For patients with polyps 6 to 9 mm and at least one additional risk factor, we suggest cholecystectomy rather than surveillance (Grade 2C). For patients who are unable or unwilling to undergo cholecystectomy, we obtain transabdominal ultrasound every six months for one year, and if polyp size remains stable, annually thereafter.
For patients with polyps ≤5 mm and at least one additional risk factor, we obtain transabdominal ultrasound every six months for one year, and if polyp size remains stable, annually thereafter.
-Patients without risk factors: For patients with polyps 6 to 9 mm, we obtain transabdominal ultrasound every six months for one year, and if polyp size remains stable, annually thereafter.
For patients with polyps ≤5 mm, we obtain transabdominal ultrasound at one, three, and five years before discontinuing surveillance, provided that the polyp remains stable in size.
●Cholesterolosis and adenomyomatosis – Cholesterolosis and adenomyomatosis are non-neoplastic and asymptomatic lesions that are usually discovered incidentally. These conditions do not require imaging surveillance or cholecystectomy. (See 'Other benign gallbladder lesions' above.)

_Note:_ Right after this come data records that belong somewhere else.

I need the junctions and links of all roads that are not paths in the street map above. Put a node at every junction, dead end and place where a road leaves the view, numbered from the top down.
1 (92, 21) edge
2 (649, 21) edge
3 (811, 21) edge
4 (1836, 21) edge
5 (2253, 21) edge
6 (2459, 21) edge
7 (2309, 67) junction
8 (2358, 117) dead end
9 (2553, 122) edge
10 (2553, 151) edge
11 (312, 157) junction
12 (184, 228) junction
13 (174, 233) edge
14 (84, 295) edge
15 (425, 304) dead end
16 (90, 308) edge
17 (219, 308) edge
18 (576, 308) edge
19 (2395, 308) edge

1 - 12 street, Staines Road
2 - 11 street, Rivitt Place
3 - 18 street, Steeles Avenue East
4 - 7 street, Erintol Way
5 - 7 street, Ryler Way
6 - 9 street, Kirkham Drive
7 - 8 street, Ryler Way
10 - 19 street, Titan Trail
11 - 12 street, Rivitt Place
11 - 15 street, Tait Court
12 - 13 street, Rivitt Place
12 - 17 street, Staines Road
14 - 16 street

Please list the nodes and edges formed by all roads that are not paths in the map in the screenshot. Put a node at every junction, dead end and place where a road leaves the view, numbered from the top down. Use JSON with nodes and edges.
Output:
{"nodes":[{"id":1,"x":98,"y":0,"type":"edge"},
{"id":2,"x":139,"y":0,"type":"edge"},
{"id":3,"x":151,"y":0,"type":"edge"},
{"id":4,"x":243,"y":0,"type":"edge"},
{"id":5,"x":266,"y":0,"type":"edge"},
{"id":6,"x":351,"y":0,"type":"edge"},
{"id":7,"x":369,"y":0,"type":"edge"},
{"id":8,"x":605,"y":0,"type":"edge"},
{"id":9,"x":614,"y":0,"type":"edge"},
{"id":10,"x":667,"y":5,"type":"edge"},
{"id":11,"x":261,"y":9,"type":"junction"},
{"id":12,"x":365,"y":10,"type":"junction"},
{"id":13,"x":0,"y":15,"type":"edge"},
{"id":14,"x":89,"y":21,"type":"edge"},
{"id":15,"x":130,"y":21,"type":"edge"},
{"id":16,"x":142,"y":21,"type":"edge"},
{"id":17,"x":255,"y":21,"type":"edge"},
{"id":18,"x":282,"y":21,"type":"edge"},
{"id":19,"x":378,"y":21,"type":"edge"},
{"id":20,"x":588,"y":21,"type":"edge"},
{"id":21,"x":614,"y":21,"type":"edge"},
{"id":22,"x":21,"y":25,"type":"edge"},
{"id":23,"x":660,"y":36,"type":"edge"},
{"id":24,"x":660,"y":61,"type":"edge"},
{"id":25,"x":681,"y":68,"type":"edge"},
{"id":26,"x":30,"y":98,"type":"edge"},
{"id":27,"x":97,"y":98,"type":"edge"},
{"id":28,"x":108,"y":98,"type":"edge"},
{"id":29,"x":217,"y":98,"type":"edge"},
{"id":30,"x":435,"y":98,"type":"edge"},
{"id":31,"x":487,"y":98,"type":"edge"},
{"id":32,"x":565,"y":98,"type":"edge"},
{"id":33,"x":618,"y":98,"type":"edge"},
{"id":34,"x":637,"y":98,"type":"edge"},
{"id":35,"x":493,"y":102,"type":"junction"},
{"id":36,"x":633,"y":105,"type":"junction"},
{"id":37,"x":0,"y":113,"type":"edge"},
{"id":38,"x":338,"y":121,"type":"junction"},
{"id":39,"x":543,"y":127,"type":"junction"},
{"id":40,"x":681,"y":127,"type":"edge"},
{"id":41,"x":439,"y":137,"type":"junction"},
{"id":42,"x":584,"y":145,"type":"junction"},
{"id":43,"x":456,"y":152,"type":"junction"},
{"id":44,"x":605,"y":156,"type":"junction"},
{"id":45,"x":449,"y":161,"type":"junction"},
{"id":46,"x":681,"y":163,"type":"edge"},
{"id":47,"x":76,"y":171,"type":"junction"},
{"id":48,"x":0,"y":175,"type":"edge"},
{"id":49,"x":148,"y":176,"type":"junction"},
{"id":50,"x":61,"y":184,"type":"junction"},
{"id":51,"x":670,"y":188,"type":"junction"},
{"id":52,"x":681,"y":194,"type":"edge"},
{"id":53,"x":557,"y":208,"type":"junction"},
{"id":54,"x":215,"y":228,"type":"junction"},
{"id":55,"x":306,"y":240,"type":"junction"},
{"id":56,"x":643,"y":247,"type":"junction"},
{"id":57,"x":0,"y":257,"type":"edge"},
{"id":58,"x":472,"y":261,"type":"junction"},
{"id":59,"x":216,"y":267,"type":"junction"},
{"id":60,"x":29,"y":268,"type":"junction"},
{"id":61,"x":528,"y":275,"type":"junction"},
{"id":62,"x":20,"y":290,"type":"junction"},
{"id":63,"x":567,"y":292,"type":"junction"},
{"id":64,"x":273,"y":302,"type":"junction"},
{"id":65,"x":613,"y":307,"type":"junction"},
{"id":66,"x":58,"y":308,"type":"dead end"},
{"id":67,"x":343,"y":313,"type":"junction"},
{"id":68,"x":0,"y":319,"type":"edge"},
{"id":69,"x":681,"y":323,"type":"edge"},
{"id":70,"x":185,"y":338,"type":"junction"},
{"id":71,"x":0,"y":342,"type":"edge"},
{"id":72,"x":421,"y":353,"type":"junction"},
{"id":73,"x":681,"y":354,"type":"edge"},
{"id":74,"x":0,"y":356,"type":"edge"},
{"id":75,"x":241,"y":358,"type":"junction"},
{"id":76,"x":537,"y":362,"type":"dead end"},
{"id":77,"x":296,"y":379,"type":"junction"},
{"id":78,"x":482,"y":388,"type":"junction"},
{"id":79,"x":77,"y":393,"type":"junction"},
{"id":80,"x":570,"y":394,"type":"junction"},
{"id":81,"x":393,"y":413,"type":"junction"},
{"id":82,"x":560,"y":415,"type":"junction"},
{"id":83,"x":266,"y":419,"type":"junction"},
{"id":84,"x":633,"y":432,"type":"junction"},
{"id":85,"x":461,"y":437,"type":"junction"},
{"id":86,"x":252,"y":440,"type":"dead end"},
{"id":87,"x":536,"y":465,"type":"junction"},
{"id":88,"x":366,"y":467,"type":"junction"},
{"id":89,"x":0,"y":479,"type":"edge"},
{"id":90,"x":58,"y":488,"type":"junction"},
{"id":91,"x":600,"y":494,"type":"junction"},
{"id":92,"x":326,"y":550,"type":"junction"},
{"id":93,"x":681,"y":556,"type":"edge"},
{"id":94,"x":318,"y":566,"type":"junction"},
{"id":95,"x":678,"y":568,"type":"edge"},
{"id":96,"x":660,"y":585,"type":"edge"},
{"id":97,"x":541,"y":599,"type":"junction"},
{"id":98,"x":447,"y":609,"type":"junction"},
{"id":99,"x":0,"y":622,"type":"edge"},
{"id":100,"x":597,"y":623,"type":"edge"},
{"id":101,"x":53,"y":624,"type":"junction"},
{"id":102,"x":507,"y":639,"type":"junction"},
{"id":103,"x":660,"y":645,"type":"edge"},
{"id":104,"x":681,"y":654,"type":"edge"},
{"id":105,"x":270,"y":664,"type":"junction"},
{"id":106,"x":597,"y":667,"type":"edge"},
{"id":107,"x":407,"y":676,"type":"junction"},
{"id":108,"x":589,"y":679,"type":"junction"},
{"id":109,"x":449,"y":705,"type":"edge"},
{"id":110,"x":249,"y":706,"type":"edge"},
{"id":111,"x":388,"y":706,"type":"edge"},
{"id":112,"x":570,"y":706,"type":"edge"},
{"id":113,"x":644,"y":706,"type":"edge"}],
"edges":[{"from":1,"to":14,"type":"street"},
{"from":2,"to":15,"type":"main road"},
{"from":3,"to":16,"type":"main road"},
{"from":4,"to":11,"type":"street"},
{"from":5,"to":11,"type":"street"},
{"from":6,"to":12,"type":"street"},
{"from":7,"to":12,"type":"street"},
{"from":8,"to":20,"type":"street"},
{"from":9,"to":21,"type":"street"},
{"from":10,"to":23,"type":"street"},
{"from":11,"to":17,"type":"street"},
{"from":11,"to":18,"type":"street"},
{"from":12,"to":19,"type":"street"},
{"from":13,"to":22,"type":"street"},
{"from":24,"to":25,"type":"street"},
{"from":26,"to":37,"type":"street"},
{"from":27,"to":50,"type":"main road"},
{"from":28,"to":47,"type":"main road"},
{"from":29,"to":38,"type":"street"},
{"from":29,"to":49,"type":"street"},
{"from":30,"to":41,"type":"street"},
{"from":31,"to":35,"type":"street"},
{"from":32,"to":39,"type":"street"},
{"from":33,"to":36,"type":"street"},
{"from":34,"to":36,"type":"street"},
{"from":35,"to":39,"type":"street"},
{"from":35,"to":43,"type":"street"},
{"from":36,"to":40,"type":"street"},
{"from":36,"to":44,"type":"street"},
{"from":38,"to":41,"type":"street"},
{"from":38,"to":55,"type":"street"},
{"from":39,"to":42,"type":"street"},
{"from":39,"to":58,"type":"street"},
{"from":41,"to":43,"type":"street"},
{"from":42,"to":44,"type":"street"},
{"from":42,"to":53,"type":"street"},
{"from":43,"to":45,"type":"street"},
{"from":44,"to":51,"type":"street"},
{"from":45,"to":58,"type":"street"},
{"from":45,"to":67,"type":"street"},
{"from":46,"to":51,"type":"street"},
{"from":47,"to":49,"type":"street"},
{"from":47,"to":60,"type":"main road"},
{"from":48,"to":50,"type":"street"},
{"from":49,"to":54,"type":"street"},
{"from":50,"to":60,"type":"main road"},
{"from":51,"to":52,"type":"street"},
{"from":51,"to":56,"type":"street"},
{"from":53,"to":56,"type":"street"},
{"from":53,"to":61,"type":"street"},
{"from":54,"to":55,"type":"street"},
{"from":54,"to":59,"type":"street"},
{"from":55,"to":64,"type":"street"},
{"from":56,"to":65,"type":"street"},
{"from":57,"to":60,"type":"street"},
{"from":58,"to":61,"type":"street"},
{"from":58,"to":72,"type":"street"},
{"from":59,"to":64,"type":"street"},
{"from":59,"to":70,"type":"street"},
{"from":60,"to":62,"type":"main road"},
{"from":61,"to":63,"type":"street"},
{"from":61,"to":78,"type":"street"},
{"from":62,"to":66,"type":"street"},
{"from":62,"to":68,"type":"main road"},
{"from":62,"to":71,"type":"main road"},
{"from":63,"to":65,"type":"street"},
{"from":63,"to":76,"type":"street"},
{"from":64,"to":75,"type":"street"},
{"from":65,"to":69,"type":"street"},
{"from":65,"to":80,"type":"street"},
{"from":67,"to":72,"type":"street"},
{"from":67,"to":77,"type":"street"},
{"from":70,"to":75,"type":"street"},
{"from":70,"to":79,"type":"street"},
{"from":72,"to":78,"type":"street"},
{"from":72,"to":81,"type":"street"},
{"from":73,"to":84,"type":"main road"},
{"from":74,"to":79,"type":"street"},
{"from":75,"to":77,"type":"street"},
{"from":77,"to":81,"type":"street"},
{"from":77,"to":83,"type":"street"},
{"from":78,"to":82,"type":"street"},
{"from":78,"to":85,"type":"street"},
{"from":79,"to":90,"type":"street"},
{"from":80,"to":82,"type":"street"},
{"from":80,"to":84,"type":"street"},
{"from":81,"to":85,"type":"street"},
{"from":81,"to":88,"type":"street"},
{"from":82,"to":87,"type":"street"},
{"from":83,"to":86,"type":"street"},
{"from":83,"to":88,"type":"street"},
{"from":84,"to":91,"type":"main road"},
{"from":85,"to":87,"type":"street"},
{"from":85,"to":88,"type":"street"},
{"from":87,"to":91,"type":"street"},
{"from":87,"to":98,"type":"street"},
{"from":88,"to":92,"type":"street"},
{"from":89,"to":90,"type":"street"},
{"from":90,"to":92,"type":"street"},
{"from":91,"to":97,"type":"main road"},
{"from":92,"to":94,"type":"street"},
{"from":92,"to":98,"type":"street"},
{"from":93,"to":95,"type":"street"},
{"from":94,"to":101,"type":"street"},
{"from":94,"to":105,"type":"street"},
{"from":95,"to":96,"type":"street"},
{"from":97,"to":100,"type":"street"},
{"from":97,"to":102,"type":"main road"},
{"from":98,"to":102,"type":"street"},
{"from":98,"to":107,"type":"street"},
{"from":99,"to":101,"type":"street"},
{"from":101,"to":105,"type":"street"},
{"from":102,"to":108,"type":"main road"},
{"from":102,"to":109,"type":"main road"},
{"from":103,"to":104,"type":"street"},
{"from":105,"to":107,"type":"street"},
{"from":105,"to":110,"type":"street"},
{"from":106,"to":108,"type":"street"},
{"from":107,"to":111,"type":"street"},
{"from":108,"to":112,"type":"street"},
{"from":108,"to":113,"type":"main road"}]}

●Patients with primary sclerosing cholangitis – The management of gallbladder polyps in patients with primary sclerosing cholangitis is based on polyp size, liver synthetic function, and risk of perioperative liver decompensation. The management of gallbladder polyps in patients with primary sclerosing cholangitis is discussed separately. (See "Primary sclerosing cholangitis in adults: Management".)